Esto ha ocurrido, en parte, porque a raíz de la crisis humana desatada por la erupción del Volcán de Fuego, también quedó en evidencia la enorme impericia gubernamental y en la dirigencia de oficinas que deberían dar mayores muestras de solvencia para afrontar el enorme drama que aqueja a miles de damnificados y a centenares más que ni siquiera han encontrado consuelo para buscar a sus familiares desaparecidos.

Esta evidente incapacidad sobrepasó los niveles de lo ideológico, un detalle que incluso trastornó la campaña gubernamental contra todos sus críticos, porque esta crisis humanitaria quedó muy alejada de los credos politiqueros y, en contraste, el Gobierno ha dado muestras de enorme ineficiencia para afrontar una emergencia concreta. Basta ver el patético estado de la red vial para comprender los niveles de ineficiencia.

Lamentablemente para los guatemaltecos y sobre todo para quienes ahora viven una pesadilla, el Gobierno no parece dar muestras de comprender la magnitud del problema, ni mucho menos se perciben señales de querer afrontar semejante reto de manera responsable, pues debieron transcurrir cuatro días para que finalmente se agilizara la solicitud formal de ayuda internacional, lo cual acrecentó el desconcierto, por ser esta una crisis que, en estricto sentido, está muy focalizada en un sector reducido.

Ni siquiera la Superintendencia de Administración Tributaria tuvo la capacidad para convencer a la flamante canciller guatemalteca de abrir las puertas a la solidaridad internacional y desde Estados Unidos y otros países debieron alzarse voces de alarma para denunciar la parsimonia gubernamental.

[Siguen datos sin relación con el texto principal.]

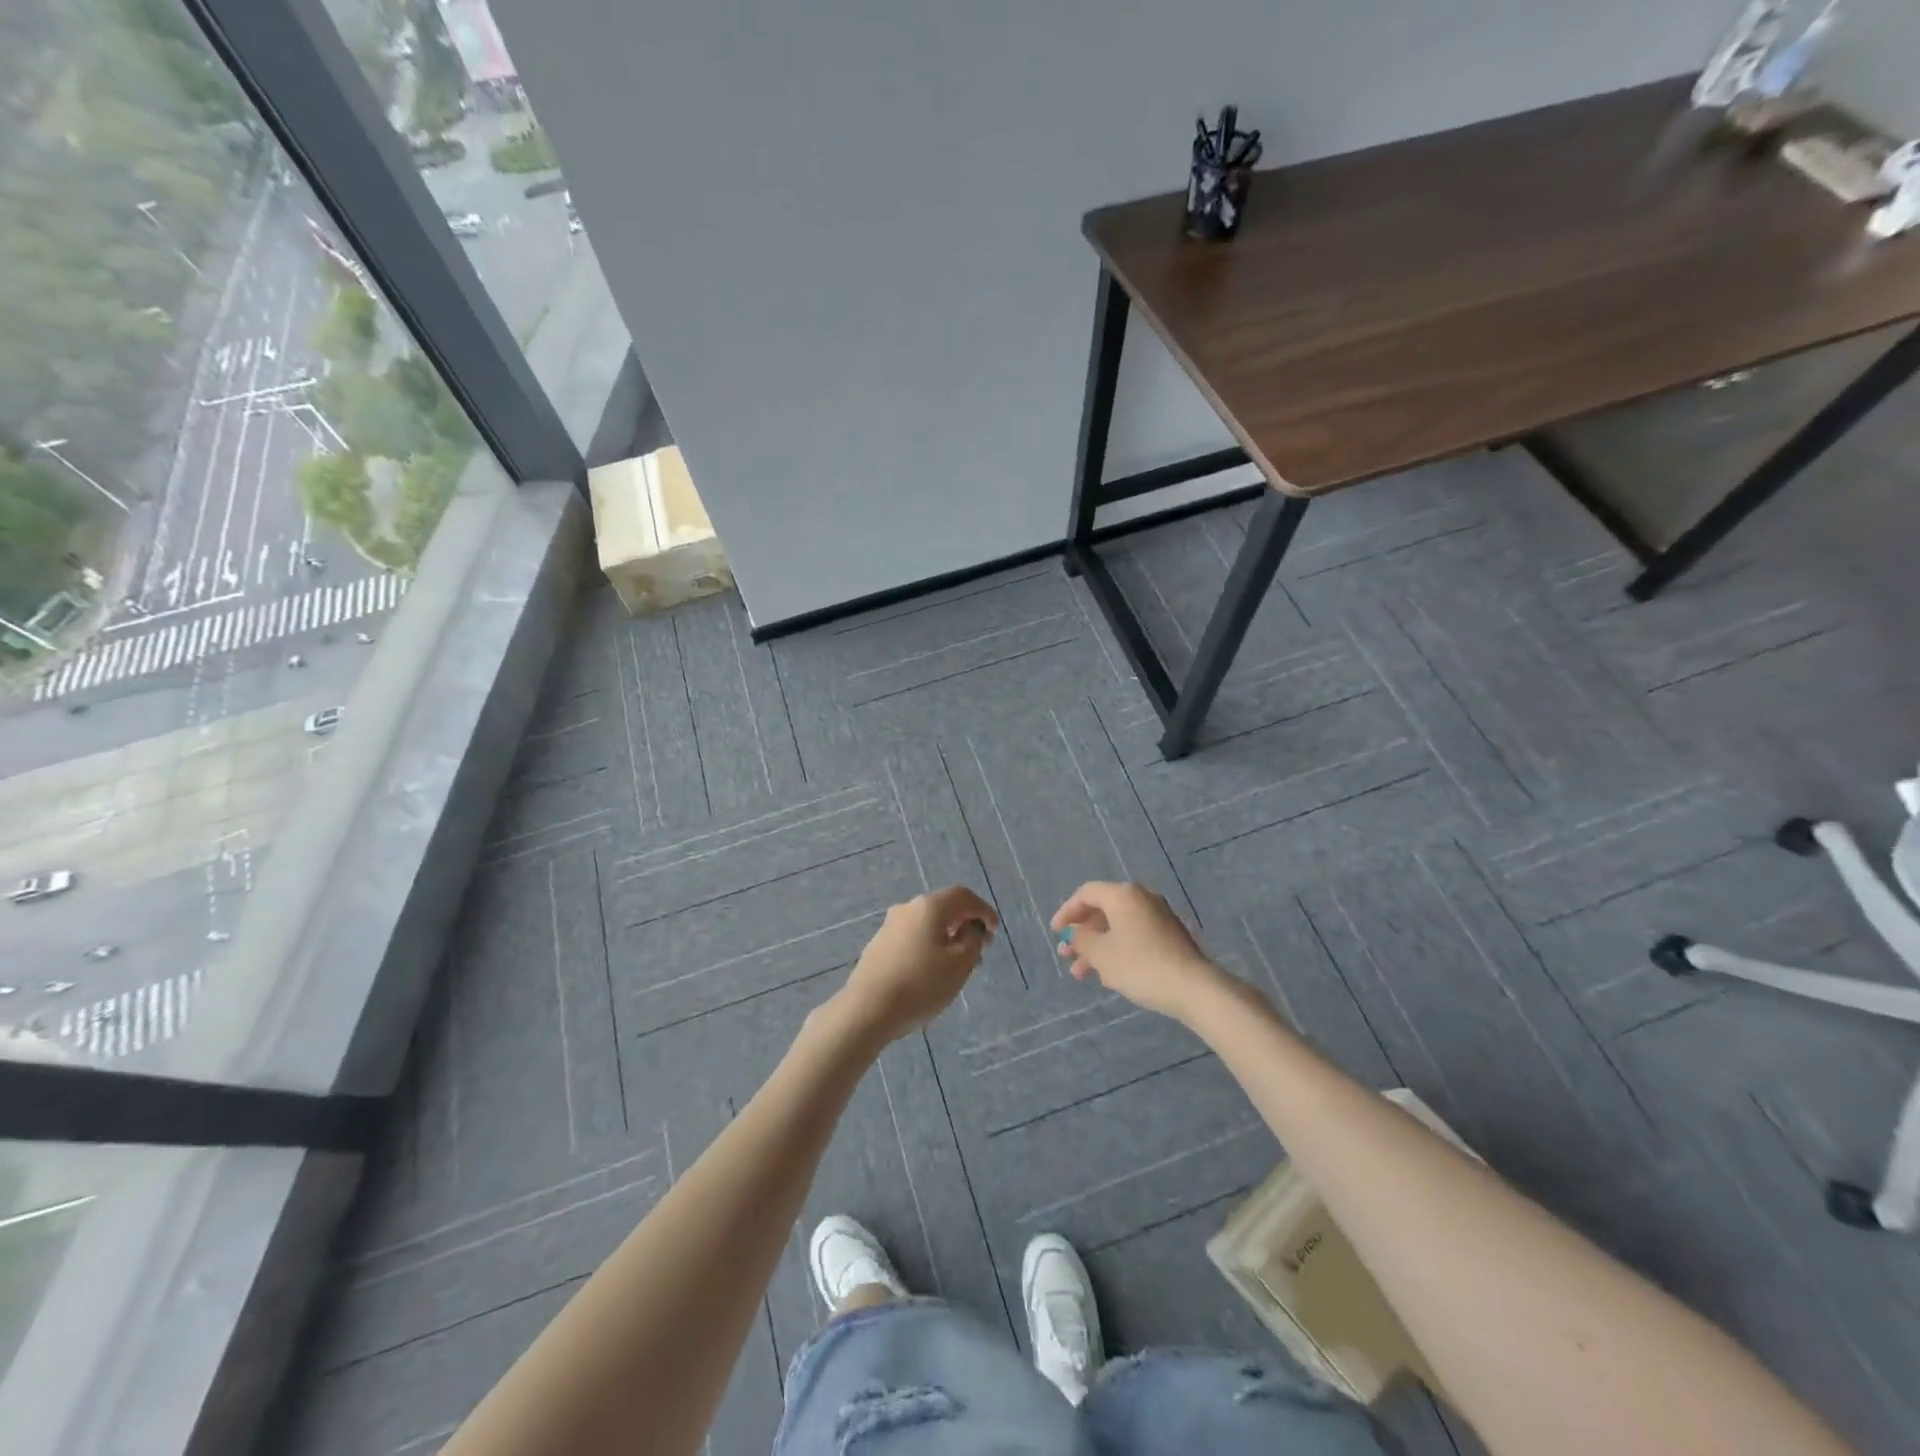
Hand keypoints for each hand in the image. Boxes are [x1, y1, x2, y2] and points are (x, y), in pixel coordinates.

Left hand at [834, 886, 998, 1044]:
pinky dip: (929, 945)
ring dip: (947, 937)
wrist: (867, 1010)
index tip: (994, 932)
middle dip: (965, 924)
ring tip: (959, 964)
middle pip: (944, 907)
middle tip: (980, 949)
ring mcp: (889, 926)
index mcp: (929, 906)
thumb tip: (972, 929)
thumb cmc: (920, 985)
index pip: (963, 896)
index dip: (983, 910)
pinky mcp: (879, 945)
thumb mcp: (959, 965)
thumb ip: (972, 941)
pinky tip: (932, 970)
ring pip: (927, 924)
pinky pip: (912, 937)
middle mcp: (907, 908)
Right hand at [1051, 881, 1234, 1024]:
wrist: (1192, 988)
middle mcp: (1141, 898)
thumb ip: (1081, 939)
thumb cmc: (1140, 965)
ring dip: (1097, 946)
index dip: (1067, 912)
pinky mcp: (1169, 935)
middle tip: (1066, 954)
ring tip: (1081, 973)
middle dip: (1081, 933)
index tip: (1055, 933)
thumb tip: (1072, 933)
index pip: (1086, 894)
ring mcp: (1158, 916)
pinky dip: (1116, 949)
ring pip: (1117, 926)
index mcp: (1123, 895)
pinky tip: (1108, 974)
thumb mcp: (1101, 954)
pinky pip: (1134, 935)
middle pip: (1102, 909)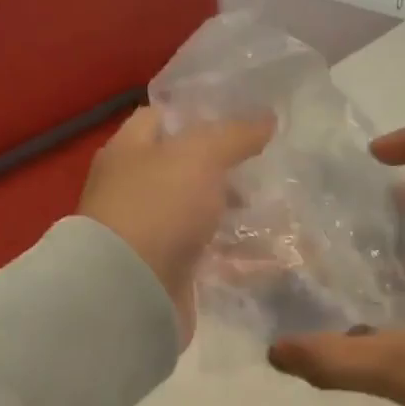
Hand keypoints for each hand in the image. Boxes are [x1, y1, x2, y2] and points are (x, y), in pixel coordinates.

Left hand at [79, 106, 274, 344]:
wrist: (130, 290)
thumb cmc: (158, 207)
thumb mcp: (200, 156)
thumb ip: (234, 136)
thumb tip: (267, 119)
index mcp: (129, 152)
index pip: (160, 119)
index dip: (198, 116)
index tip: (240, 121)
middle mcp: (134, 190)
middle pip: (183, 171)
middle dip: (224, 171)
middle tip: (264, 170)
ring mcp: (150, 233)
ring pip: (198, 215)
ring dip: (233, 214)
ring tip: (276, 211)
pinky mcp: (169, 271)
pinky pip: (208, 256)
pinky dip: (235, 256)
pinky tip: (268, 253)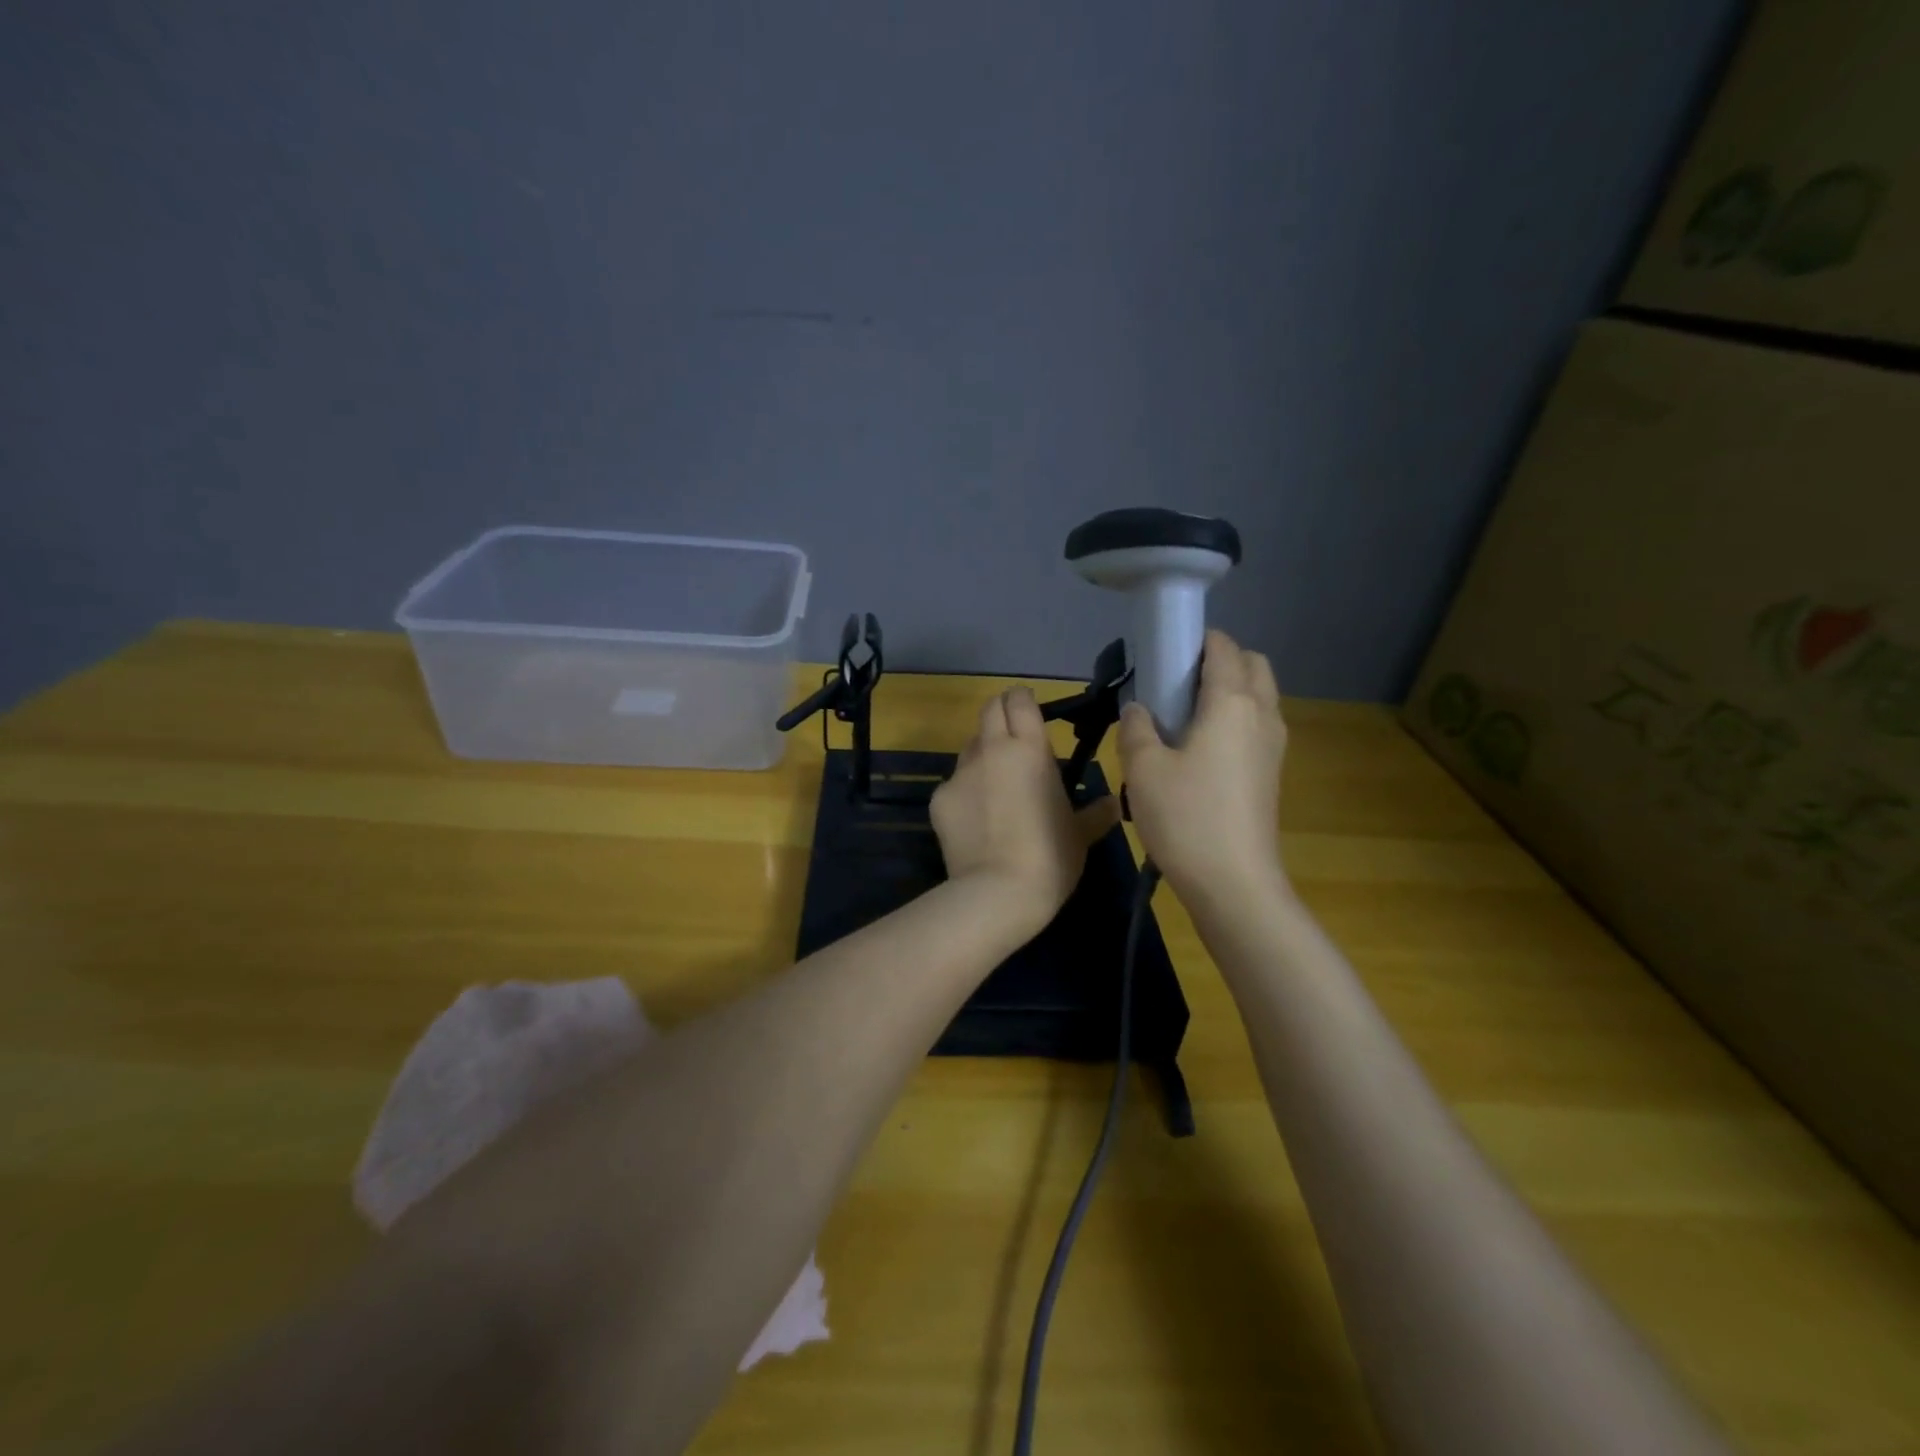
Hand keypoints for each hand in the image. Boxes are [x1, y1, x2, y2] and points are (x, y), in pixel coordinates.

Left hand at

Aun cuando ya se había flexibilizado la burocracia, esta misma institución frenó durante varias horas la ayuda proveniente de los hermanos salvadoreños.

Es inevitable pensar que las precariedades de la gestión de Morales no han cesado de aumentar desde que ganó las elecciones, y lejos de darle cumplimiento a uno de sus deseos, de rodearse de gente inteligente, ha hecho lo contrario y junto a quienes lo han instrumentalizado ha copado importantes entidades con gente incapaz para cumplir con las obligaciones que los cargos demandan.

Conred es el caso más patético, cuya cúpula es el mejor ejemplo de cómo, en poco tiempo, se puede atrofiar el desempeño de una oficina, que en un país como el nuestro debería ser de máxima prioridad, con un mínimo de conocimientos específicos para lidiar con el problema de la vulnerabilidad climática nacional. Ya estamos entre las cinco naciones más vulnerables del mundo a los desastres ambientales y Morales no ha mostrado la menor preocupación al respecto.

Esta crisis ambiental, la primera de este gobierno, ha sido suficiente para desnudar la incapacidad, el clientelismo y la irresponsabilidad en la designación de funcionarios que no reúnen las cualidades indispensables para comprender lo que es vivir en un territorio vulnerable.